Japan faces potential trade sanctions after whaling operations deemed illegal

International body gives Japanese whalers a deadline of February to halt activities that break rules governing trade in endangered species

Josh Gabbatiss
Science Correspondent
Tuesday 02 October 2018 16:02 BST
Illegal Japanese whaling filmed by the Australian Government in Antarctica

Japan’s “scientific” whaling in the North Pacific has been declared illegal by the international body tasked with stopping the global trade in endangered species.

The near-unanimous decision made by the Convention on International Trade in Endangered Species of Wild Fauna and Flora (Cites) could result in trade sanctions unless Japanese whalers stop hunting vulnerable sei whales.

At their annual meeting in Sochi, Russia, the Cites committee concluded the thousands of tonnes of sei whale meat being landed were violating international law.

Though the meat is obtained under the pretext of hunting for scientific research, the vast majority ends up being eaten by Japanese consumers.

As many as 134 sei whales are killed every year in these operations. They are mainly hunted beyond Japan’s territorial waters. Cites rules state that bringing them into Japan counts as international trade – which is banned.

After reaffirming that their research activities were undertaken “with the aim of the preservation and management of the whales”, the Japanese delegation said they were “ready to formulate remedial actions”.

The committee agreed that Japan must take action by February next year for consideration at the next meeting in May.

If Cites does not accept Japan’s solution, which must bring an end to the landing of sei whale meat, it could recommend that the other 182 governments in the convention impose trade sanctions on Japan.

Conservation organisations welcomed the decision as upholding the integrity of Cites as an organisation willing to act to save wildlife.

“This is a significant win for sei whales and another blow by the international community against Japan’s so-called ‘scientific’ whaling,” said Matthew Collis, director of international policy for the International Fund for Animal Welfare (Ifaw).

“For 16 years Japan has been importing and selling sei whale products; this is a persistent and intentional violation of Cites rules and must stop.”

Astrid Fuchs, programme lead at Whale and Dolphin Conservation said the decision showed “that international conservation efforts can work”.

“Japan is now required to achieve permanent compliance with the treaty by stopping importing sei whale meat and blubber,” she said.

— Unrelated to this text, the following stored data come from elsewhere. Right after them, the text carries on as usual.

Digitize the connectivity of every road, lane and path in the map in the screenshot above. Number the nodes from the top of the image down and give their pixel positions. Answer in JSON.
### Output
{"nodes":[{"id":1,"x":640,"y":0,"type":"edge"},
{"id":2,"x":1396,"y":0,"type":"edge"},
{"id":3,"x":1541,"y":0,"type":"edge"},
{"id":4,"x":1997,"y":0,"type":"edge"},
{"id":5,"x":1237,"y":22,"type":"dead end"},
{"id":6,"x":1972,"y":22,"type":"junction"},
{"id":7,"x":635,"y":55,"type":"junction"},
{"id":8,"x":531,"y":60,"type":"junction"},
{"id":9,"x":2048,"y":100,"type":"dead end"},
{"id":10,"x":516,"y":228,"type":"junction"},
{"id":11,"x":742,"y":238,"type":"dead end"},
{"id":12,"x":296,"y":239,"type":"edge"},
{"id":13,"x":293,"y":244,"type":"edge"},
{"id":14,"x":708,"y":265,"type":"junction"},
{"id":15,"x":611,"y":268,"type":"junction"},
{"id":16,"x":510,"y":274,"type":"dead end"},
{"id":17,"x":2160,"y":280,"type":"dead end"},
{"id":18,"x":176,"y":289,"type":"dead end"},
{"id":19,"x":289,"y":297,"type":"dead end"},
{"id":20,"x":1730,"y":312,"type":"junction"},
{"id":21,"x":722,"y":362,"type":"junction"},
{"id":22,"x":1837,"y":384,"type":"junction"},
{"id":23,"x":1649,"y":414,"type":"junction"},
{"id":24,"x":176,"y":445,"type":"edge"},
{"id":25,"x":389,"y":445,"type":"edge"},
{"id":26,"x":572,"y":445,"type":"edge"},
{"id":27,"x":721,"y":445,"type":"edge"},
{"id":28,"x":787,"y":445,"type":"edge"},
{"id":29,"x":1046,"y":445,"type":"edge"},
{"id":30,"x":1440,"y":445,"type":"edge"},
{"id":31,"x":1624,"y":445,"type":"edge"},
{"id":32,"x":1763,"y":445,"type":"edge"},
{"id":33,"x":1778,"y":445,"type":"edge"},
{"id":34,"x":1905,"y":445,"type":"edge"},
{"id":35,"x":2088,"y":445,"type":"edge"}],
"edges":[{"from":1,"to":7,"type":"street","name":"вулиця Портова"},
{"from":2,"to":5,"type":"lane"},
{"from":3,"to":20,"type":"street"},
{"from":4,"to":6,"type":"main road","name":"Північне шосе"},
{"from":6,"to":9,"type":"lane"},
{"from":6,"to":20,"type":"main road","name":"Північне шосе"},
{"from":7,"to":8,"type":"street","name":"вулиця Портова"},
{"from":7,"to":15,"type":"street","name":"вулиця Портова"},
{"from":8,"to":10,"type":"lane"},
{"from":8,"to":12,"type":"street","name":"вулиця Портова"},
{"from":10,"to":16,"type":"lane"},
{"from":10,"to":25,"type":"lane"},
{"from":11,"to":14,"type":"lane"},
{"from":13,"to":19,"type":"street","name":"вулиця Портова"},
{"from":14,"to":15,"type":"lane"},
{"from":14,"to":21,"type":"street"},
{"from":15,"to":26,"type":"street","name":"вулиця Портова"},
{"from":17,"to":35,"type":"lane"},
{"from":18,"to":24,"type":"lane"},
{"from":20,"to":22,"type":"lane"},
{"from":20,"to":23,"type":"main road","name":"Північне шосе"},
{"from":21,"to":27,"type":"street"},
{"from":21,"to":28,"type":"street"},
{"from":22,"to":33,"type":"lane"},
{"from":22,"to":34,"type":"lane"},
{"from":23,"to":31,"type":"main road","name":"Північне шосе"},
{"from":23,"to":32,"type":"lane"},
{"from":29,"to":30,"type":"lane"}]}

The decision comes after Japan’s bid at the International Whaling Commission in September to start a “sustainable whaling” programme lost by 42 votes to 27.

A decades-old ban on commercial whaling means it is currently only practised by Norway, Iceland and Japan – along with certain indigenous communities.

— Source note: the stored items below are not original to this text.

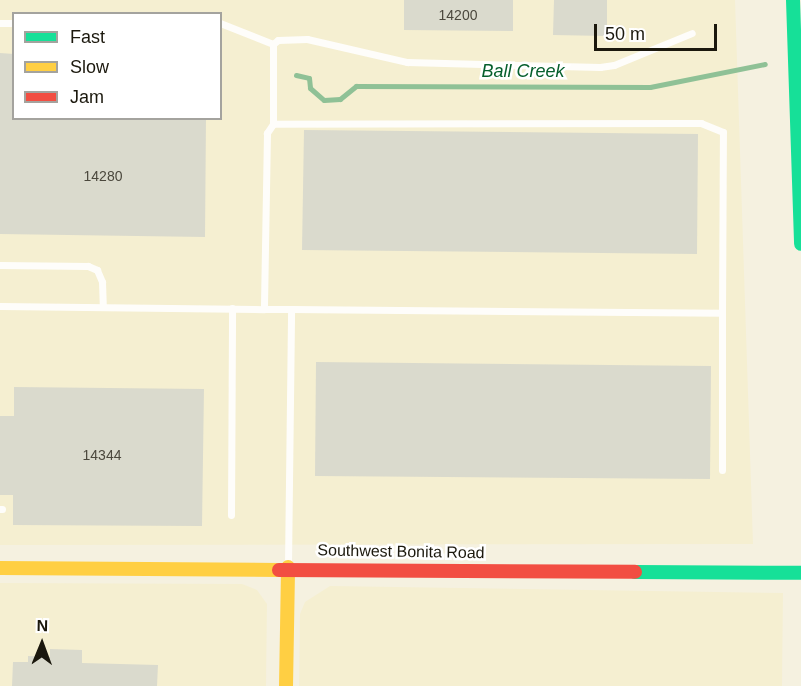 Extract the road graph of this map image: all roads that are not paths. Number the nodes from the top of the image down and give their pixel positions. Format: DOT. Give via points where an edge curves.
graph roads {
  1 [pos="793,0"];
  2 [pos="222,24"];
  3 [pos="692,33"];
  4 [pos="273,44"];
  5 [pos="273,124"];
  6 [pos="801,244"];
  7 [pos="0,265"];
  8 [pos="0,306"];
  9 [pos="103,307"];
  10 [pos="232,308"];
  11 [pos="264,309"];
  12 [pos="291,309"];
  13 [pos="722,313"];
  14 [pos="722,470"];
  15 [pos="231,515"];
  16 [pos="288,567"];
  17 [pos="0,568"];
  18 [pos="801,573"];
  19 [pos="286,686"];
  1 -- 6 [label="main road"];
  2 -- 4 [label="lane"];
  3 -- 4 [label="lane" via="600,67 407,62 307,39 278,40"];
  4 -- 5 [label="lane"];
  5 -- 11 [label="lane" via="267,133"];
  5 -- 13 [label="lane" via="701,123 723,132"];
  7 -- 9 [label="lane" via="88,266 98,270"];
  8 -- 9 [label="lane"];
  9 -- 10 [label="lane"];
  10 -- 11 [label="lane"];
  10 -- 15 [label="lane"];
  11 -- 12 [label="lane"];
  12 -- 13 [label="lane"];
  12 -- 16 [label="lane"];
  13 -- 14 [label="lane"];
  16 -- 17 [label="main road, Southwest Bonita Road"];
  16 -- 18 [label="main road, Southwest Bonita Road"];
  16 -- 19 [label="main road"];
}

Japan has consistently pushed against this ban with its “scientific” programme. In 2014 the International Court of Justice ruled that its Antarctic whaling was not for research purposes.

Over 1,500 endangered sei whales have been killed by Japanese whalers over the past 16 years, and their meat has been brought into the country using Cites certificates despite its clear commercial purpose.

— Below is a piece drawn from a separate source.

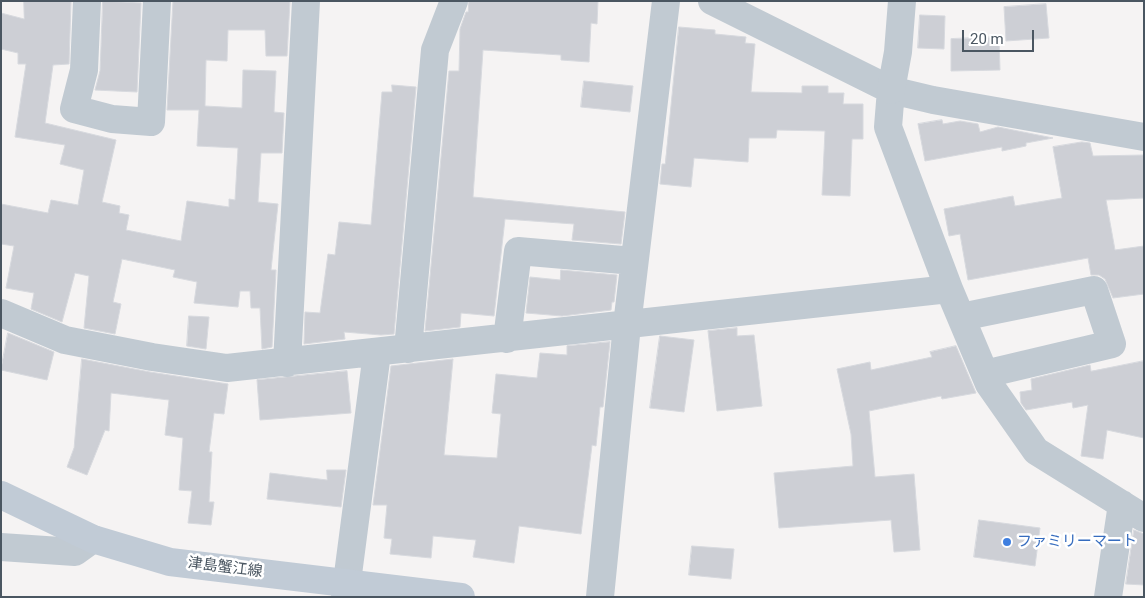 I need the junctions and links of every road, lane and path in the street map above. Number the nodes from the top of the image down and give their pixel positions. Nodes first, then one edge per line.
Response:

With its latest decision, experts are satisfied that this loophole has been closed.

“There was no question about Japan’s non-compliance. With this decision, the CITES Standing Committee put the integrity of the convention above politics,” said Professor Erica Lyman of the International Environmental Law Project at the Lewis and Clark Law School.

The Independent contacted the Japanese embassy in London for comment.